The stories that once broke me are not me.

Often, I feel I am living them over and over again. That torment is absorbing me like a tornado, and it takes me back, like in „Groundhog Day,” in a timeless and endless freefall.

For many years, I considered it a punishment disguised in tales I encountered on my way. Now I know it was always the pain, taking different shapes, traveling by my side in other places, transcending my body and my time; it was the story of my suffering repeatedly told by many different voices and mimed by many different faces.

It was the agony hidden under different masks, embodied in people I loved or hated, people I gifted with my attention or ghosted. It was still the pain I watched in characters from the movies or imagined and heard in the books I read. I had no clue how many ways my wounds’ stories were told. I had no clue how many different forms and shapes, stories and fairy tales, in how many places and times the same wounds have been lived, and by how many other people.

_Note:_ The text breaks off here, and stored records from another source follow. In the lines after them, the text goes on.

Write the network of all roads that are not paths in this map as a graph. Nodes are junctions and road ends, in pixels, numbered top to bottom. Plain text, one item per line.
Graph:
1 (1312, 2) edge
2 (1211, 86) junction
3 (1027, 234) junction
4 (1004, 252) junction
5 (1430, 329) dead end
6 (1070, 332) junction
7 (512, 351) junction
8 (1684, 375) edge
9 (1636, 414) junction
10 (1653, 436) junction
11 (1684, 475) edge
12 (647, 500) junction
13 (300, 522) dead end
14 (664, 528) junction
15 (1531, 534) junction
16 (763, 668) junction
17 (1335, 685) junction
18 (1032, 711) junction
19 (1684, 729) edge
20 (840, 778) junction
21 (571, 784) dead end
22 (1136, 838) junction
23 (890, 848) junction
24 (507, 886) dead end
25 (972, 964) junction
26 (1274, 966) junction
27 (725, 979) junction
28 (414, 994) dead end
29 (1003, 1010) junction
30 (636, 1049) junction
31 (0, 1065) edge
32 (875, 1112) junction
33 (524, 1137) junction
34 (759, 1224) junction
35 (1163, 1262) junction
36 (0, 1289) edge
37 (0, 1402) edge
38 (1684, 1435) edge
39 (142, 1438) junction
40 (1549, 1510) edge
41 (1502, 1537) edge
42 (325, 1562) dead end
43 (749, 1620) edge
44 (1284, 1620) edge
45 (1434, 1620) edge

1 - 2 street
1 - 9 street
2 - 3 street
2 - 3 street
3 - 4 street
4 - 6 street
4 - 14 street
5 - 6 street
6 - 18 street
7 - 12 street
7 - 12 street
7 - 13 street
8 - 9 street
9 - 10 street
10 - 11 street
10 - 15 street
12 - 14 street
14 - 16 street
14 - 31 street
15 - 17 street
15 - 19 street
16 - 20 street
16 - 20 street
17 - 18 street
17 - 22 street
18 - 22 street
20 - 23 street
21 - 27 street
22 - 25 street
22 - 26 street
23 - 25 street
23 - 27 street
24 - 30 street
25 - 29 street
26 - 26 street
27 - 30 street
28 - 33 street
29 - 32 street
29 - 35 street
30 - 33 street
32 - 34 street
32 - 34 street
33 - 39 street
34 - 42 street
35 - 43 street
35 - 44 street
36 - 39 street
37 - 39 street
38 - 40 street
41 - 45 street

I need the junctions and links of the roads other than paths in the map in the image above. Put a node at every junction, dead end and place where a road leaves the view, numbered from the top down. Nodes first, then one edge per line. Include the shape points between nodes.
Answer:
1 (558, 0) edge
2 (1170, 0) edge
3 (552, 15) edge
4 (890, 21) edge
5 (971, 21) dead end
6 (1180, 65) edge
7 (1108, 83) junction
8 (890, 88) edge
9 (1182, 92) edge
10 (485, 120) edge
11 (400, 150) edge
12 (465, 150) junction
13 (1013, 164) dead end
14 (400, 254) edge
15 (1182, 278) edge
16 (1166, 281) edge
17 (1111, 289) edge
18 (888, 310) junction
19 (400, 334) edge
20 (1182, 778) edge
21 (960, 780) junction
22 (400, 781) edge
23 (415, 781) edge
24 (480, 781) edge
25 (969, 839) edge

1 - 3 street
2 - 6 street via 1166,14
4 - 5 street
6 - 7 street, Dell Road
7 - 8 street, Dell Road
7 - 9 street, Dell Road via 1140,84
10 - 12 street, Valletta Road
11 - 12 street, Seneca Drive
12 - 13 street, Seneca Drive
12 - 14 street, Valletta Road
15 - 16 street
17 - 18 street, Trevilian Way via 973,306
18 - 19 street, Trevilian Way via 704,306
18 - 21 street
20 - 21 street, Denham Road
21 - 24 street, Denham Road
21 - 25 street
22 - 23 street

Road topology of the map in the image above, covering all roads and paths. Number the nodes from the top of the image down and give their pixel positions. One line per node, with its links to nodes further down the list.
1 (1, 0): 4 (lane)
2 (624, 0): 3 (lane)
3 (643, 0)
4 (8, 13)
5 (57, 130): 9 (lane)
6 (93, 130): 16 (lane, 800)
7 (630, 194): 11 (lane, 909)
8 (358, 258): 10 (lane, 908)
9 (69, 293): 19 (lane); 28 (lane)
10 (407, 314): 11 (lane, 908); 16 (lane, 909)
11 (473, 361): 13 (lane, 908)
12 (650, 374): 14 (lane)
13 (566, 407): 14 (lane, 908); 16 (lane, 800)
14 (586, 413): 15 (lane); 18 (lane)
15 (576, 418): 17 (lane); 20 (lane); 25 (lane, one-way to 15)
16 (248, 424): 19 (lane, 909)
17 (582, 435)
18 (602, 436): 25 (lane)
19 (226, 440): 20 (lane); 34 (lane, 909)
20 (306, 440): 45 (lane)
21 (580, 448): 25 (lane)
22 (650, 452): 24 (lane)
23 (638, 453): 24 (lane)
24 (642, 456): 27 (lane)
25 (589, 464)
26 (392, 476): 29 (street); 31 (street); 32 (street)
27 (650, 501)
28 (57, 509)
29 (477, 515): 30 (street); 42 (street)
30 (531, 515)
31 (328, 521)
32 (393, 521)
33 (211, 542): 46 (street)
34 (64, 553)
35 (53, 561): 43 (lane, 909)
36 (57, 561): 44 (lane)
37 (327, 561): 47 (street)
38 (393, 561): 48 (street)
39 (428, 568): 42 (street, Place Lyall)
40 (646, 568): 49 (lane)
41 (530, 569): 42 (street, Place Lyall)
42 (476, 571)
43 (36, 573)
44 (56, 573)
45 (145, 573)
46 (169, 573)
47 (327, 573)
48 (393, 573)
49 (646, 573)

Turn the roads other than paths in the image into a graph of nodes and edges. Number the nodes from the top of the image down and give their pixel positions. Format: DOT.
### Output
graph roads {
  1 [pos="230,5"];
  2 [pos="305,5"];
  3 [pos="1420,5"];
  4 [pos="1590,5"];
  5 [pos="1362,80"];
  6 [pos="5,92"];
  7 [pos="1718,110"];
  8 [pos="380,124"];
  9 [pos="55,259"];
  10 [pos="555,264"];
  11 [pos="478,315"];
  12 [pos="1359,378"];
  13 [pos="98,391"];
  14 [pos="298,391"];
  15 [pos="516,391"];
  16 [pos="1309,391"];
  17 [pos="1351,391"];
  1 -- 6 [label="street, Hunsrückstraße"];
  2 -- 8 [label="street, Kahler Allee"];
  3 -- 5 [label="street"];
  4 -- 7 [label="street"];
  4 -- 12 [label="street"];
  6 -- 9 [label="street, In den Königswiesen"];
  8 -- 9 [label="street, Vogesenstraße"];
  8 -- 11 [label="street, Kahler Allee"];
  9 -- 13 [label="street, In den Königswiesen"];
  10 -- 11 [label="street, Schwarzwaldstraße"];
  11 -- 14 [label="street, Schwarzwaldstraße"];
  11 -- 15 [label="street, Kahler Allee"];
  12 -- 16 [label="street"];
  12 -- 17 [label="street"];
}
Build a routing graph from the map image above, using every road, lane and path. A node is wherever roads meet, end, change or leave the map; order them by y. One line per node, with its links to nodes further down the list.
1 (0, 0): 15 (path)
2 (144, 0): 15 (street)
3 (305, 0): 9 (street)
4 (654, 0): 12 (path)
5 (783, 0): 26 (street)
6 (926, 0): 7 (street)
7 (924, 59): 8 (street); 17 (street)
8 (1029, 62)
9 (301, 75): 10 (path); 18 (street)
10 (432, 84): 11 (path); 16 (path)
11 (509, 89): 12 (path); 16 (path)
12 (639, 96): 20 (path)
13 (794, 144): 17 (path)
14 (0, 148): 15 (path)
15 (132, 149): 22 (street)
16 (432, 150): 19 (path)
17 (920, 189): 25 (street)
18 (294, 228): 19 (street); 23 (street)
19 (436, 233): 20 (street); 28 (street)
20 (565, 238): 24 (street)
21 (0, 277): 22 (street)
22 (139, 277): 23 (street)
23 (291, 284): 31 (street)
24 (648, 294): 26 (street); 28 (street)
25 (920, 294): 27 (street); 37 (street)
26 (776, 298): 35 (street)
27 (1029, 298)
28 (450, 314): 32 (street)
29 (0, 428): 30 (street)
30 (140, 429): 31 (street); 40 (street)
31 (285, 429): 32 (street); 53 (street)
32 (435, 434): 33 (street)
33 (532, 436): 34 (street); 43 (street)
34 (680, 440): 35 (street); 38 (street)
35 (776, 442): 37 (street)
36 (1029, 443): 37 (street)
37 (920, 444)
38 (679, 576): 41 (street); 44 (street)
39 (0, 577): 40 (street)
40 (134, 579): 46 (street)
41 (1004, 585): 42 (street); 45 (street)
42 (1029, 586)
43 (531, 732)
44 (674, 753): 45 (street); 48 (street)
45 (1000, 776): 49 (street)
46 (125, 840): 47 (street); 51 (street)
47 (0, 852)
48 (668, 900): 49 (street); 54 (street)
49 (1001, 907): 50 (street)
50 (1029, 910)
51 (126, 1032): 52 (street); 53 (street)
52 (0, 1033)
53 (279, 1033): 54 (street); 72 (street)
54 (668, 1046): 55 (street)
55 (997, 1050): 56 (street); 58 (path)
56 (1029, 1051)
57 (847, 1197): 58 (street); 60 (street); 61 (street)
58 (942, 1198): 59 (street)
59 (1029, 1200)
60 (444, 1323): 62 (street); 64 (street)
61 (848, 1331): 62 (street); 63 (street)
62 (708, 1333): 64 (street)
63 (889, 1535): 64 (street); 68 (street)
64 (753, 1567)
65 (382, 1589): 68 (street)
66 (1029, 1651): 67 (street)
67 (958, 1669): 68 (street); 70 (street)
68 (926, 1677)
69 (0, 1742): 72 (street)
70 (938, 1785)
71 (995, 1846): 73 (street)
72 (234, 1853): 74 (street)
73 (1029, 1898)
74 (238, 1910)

The history of humankind was captured in metaphors through the novels and myths that are our legacy nowadays. This is how our minds and souls can cope with the sorrows, guilts, pains, and scars that still consume us slowly, like a lava river flowing through our bloodstream, burning all in its way and replacing it with the amorphous and senseless ash. Nothing remains, nothing survives, nothing but the marks of that pain sculpted deeply by the cold, dark ash trails.

Photo by Pierrick VAN-TROOST on Unsplash

For many, this is one day when they are ready to become their phoenix and rise from ash, reborn, reshaped, and healed.

It is the day the story changes.

It is the day they are no longer their old versions but an enhanced and upgraded self, different but keeping the core of what was burnt.

It is the day when the victim vs. villain game is taken to the next level.

It was the day when they had enough pain, enough of the old themselves.

They know that is the day when they save themselves from themselves.

For many, that day can be today!

When working with my clients, I use metaphors and tales to help them understand better what they believe, what filters they use to see the world, what limits them, and where their strengths reside.

I am offering you a challenge. A suite of questions to ask yourself, dear reader, that will help you know yourself and your stories better.

Do you think you don’t tell yourself stories? Think again!

What stories are you attracted to? What genre of movies and books are you attracted to?

What story do you tell yourself?

In which way, or what precisely of those stories impress you the most?

Who are you in those stories?

If you were the author or able to call them, in which other way would you ask them to end the story?

I’ll leave you with your thoughts.

Just remember: we are not our stories; we are not what happened to us. But we have the power to do magic and rewrite our stories every day.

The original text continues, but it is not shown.